In the next block but one to our doctor's home a brand had lodged in the turret of a little wooden Catholic church, and, pinned there by the fierce gale, was being blown and puffed at as with a blowpipe. There was no time to lose. While he stopped on the street to secure a truckman, Mrs. Lively hurried in to get together the most valuable of their belongings. For a time she proceeded with considerable system, tying in sheets and locking in trunks the best of the bedding and other necessaries. Then she got together some family relics, looked longingly at some paintings, took down a quaintly-carved Black-Forest clock from its shelf, and then set it back, feeling that something else would be more needed. But as the roar of the tempest came nearer she was seized with panic, and no longer knew what she did. When Dr. Lively came in to announce the dray at the door he found his wife making for a trunk with a tin baking-pan in one hand and a cloth duster in the other.

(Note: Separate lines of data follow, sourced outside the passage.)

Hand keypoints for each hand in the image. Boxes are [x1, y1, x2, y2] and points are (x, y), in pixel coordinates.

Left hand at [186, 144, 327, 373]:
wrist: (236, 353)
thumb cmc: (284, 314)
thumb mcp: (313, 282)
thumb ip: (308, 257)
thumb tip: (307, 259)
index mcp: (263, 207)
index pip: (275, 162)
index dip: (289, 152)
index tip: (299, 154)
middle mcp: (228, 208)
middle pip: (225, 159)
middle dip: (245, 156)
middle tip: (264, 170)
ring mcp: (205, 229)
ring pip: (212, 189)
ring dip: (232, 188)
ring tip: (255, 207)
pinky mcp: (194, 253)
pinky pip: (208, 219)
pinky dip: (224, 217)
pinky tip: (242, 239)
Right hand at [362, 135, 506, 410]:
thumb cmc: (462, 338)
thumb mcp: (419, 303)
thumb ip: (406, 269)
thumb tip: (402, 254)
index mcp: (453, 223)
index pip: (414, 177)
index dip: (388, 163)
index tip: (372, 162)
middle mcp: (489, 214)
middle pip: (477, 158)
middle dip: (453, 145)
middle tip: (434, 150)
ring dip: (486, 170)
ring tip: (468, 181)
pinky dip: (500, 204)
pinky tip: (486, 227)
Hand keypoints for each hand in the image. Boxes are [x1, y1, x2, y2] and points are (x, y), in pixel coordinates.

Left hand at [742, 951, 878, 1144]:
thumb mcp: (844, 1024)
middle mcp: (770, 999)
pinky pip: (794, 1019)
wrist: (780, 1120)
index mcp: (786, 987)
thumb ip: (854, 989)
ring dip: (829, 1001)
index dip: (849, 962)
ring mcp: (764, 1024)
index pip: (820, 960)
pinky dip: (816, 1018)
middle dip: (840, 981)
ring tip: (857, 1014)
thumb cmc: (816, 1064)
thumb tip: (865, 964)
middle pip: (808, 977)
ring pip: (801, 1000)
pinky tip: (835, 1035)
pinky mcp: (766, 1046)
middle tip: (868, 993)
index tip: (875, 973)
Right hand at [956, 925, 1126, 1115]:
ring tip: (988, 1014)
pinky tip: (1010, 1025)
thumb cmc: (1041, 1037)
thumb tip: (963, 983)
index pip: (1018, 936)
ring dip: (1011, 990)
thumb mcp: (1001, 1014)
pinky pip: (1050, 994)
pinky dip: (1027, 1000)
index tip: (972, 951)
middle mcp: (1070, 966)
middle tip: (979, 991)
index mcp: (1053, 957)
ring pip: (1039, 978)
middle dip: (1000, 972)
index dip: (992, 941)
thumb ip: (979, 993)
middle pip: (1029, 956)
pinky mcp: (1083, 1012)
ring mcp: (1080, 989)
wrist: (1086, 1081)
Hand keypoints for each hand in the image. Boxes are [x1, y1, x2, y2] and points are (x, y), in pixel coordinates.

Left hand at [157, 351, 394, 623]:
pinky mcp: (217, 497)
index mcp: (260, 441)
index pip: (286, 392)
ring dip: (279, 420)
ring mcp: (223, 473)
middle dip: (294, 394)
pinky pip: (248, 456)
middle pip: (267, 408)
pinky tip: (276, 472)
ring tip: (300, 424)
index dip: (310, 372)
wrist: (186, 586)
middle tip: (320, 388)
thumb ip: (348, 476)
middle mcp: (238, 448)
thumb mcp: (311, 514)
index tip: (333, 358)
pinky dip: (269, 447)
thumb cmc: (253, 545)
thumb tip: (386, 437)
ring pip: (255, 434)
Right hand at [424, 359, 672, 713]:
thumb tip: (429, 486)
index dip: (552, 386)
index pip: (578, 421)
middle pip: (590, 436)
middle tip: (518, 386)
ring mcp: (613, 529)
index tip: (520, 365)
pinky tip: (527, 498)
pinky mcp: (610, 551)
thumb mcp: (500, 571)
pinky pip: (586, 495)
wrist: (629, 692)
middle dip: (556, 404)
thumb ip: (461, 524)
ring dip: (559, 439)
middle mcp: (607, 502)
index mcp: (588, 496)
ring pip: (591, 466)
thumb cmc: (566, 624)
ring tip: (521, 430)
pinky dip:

"For Heaven's sake, Priscilla, don't pack up such trash!" he cried. "Have you got up the parlor carpets?"

"Oh dear! no: I never thought of them. Nappy might get them up if he would. Napoleon! Where under the sun is that boy? Napoleon!" she called.

"Here," answered Napoleon through a mouthful of cake. He entered with a basket in his hand.

"Why in the world don't you go to work and help?"

"Am helping."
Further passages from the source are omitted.